**TASK STATEMENT**
Beginning with the first line of the data below, set down each line exactly through the line that contains "index dip: (127, 153)".

(Collected data entries)
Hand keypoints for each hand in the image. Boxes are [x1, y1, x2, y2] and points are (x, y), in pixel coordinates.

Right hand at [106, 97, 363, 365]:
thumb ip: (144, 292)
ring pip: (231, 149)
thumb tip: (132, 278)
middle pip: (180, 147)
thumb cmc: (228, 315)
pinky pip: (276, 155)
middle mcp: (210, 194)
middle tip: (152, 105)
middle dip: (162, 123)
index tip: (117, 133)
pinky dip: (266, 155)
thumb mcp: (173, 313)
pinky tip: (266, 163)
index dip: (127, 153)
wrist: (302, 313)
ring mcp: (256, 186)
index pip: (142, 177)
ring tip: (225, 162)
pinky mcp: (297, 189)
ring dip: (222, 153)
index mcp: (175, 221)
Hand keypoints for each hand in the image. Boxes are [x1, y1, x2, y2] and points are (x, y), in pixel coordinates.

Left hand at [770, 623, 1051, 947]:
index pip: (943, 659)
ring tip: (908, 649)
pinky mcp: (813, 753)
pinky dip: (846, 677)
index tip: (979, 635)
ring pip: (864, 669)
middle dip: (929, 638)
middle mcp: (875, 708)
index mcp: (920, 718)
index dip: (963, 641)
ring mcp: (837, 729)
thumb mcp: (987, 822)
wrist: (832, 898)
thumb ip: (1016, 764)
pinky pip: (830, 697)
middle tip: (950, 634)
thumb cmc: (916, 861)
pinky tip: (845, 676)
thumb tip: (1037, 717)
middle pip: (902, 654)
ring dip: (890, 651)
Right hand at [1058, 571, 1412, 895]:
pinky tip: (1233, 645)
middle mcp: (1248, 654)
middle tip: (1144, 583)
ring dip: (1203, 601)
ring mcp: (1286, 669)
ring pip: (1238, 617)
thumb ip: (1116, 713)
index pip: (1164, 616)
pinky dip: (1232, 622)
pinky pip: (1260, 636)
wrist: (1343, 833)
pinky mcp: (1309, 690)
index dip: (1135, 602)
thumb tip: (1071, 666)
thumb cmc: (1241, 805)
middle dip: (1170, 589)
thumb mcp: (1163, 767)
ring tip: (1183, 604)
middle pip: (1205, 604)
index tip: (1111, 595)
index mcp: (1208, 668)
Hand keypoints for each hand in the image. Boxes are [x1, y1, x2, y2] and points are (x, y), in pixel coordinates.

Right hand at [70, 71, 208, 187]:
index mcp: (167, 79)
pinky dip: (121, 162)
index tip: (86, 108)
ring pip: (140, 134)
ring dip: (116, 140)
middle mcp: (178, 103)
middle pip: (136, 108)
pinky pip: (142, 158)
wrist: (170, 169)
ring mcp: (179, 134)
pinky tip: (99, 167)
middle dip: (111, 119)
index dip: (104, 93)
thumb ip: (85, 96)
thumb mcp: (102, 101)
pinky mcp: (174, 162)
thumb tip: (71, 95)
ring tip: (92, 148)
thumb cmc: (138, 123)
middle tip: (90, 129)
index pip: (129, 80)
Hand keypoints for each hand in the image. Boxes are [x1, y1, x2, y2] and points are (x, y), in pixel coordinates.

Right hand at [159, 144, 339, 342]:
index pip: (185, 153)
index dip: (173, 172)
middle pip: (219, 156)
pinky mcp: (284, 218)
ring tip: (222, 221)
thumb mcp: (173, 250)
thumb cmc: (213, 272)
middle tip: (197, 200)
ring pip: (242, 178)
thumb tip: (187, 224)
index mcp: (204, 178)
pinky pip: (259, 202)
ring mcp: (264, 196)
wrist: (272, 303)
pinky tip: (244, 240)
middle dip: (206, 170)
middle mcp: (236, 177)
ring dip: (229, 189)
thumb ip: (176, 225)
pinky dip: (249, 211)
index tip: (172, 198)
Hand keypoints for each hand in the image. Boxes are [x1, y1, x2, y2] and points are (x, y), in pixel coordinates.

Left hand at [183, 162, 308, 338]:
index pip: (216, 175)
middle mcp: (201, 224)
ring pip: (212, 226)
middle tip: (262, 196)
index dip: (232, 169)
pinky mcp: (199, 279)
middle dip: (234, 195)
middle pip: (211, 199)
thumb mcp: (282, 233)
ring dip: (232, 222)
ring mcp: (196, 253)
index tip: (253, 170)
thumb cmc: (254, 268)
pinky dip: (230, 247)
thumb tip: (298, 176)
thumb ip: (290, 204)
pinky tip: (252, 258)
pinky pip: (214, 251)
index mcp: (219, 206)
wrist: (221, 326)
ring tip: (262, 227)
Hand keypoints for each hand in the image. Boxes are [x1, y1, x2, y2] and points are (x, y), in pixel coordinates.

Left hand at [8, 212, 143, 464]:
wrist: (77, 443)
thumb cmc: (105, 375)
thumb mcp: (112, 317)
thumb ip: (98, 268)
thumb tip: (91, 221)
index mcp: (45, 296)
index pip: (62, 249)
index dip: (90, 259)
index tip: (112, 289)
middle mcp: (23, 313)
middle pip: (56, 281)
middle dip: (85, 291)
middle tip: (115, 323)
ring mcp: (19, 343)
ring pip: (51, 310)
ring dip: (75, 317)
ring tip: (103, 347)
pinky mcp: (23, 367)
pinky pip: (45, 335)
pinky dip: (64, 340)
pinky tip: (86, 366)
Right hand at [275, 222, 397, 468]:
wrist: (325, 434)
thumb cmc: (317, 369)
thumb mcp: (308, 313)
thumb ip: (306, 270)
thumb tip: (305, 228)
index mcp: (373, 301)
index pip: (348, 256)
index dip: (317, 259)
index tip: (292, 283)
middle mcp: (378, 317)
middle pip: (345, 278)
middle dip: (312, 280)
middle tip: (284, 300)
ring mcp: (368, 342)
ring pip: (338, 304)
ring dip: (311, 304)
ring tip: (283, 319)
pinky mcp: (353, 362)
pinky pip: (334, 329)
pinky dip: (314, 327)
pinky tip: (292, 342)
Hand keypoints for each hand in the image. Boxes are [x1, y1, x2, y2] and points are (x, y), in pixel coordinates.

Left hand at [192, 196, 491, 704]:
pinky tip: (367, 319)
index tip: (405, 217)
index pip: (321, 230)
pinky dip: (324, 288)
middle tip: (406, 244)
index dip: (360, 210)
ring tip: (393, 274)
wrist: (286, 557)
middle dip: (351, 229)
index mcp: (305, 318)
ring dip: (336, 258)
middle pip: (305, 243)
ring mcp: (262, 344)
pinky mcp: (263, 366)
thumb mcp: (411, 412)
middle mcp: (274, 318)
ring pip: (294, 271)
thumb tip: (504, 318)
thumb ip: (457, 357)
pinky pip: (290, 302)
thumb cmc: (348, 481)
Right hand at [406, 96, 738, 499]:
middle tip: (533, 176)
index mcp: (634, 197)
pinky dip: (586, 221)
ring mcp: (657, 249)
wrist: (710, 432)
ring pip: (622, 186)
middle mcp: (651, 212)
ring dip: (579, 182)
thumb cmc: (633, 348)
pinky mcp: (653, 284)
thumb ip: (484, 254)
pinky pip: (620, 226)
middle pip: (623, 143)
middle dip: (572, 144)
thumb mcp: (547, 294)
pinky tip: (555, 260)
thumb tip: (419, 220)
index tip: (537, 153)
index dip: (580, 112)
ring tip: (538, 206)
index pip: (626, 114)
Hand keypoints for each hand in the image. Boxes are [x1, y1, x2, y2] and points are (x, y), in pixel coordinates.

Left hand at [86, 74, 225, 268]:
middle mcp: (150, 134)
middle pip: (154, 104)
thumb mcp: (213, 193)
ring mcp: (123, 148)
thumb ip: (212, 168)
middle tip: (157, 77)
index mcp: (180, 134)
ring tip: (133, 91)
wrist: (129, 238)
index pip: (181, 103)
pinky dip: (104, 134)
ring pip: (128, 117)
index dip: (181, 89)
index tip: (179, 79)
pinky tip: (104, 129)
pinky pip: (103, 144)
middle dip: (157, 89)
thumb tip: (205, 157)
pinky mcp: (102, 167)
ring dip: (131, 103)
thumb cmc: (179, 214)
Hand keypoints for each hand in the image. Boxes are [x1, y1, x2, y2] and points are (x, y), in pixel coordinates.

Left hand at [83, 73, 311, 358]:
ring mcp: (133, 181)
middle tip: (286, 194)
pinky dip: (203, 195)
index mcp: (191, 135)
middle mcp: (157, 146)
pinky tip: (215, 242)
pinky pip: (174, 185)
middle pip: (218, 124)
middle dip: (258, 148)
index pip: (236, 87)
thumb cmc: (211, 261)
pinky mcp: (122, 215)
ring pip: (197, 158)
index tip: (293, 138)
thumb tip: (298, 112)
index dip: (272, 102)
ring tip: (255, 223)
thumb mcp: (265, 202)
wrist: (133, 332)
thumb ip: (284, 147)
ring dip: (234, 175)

**OUTPUT OF THE EXERCISE**
Hand keypoints for each hand in the image. Boxes are [x1, y1, x2, y2] and points are (x, y), in pixel coordinates.

Right hand at [106, 97, 363, 365]:
thumb ip: (144, 292)
ring pip: (231, 149)
thumb tip: (132, 278)
middle pip: (180, 147)
thumb cmc: (228, 315)
pinky pip: (276, 155)
middle mcp: (210, 194)
middle tip: (152, 105)
middle dip: (162, 123)
index tip: (117, 133)
pinky dip: (266, 155)
thumb mcp: (173, 313)
pinky tip: (266, 163)
index dip: (127, 153)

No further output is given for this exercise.